The respiratory therapist notices that the blood pressure reading from an indwelling
arterial line differs from that of the cuff and sphygmomanometer. The therapist should
A. document the arterial line blood pressure.
B. replace the transducer on the arterial line.
C. have the patient change arm positions and obtain another reading from the arterial
line.
D. document BP ascertained by the cuff. - ANSWER-D. document BP ascertained by
the cuff.
The cuff pressure should be most trusted. If there is a difference in the two sources, the
arterial line is most likely the problem. This can be solved by 'zeroing' the arterial line.

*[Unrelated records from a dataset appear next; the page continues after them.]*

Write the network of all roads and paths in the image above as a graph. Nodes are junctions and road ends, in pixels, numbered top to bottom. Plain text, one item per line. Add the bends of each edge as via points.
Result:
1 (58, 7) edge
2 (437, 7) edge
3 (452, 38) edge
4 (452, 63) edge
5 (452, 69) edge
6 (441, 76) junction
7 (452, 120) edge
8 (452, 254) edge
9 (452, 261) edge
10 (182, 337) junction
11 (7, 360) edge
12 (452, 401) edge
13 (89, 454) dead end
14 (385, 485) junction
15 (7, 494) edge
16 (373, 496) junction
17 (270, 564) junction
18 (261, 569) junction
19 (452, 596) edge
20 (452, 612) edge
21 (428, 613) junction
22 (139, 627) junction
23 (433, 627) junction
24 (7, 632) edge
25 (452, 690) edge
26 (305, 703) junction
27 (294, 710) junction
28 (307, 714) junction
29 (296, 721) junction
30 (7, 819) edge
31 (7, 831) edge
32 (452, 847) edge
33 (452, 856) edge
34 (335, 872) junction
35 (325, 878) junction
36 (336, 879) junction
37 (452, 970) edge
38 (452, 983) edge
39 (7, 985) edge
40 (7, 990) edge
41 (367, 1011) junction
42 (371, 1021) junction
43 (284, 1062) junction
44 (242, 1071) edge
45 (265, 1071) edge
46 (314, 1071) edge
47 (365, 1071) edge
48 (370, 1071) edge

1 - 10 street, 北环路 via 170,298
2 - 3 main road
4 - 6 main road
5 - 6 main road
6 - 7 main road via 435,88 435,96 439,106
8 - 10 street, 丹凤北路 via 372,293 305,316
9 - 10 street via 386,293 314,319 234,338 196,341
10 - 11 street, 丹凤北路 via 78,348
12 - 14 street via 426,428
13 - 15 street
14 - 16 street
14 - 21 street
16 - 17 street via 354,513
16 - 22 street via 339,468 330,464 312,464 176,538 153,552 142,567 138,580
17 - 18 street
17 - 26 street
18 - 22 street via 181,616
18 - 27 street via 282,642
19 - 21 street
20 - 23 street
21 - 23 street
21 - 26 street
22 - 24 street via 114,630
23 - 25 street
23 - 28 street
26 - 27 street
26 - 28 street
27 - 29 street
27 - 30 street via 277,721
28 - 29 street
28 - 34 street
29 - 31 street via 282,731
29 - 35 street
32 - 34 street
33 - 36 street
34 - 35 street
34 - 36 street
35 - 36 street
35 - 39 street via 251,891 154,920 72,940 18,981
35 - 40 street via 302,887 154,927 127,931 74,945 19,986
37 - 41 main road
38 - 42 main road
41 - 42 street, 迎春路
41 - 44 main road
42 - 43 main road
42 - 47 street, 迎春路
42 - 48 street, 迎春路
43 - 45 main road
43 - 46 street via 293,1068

Replacing the transducer or having the patient arbitrarily change arm position is not
helpful.
A parent of a patient with asthma is following an Asthma action plan for their child. For
more than 24 hours, the patient has taken nebulized Albuterol every 4 hours as
prescribed, requiring several PRN treatments in between normal treatment times. After
a night of bronchodilator treatments taken an average of every 2-3 hours, the parent
should be counseled to
A. contact the child's healthcare provider.
B. report to the emergency room immediately.
C. monitor and treat the patient for 24 more hours.
D. call 911, activate the emergency response system. - ANSWER-A. contact the child's
healthcare provider.
According to asthma action plan guidelines, as set forth by the National Asthma
Education and Prevention Program (NAEPP), this level of distress suggests contacting
the patient's healthcare provider. Calling 911 or reporting to the ER is premature.
After insertion of the chest tube for treatment of a hemothorax, a chest radiograph is
ordered. When observing the radiograph results, the respiratory therapist would expect
to see the tip of the chest tube positioned
A. in the pleural space.
B. in the apical region.
C. over the hilar area.
D. over the lower left lung field. - ANSWER-A. in the pleural space.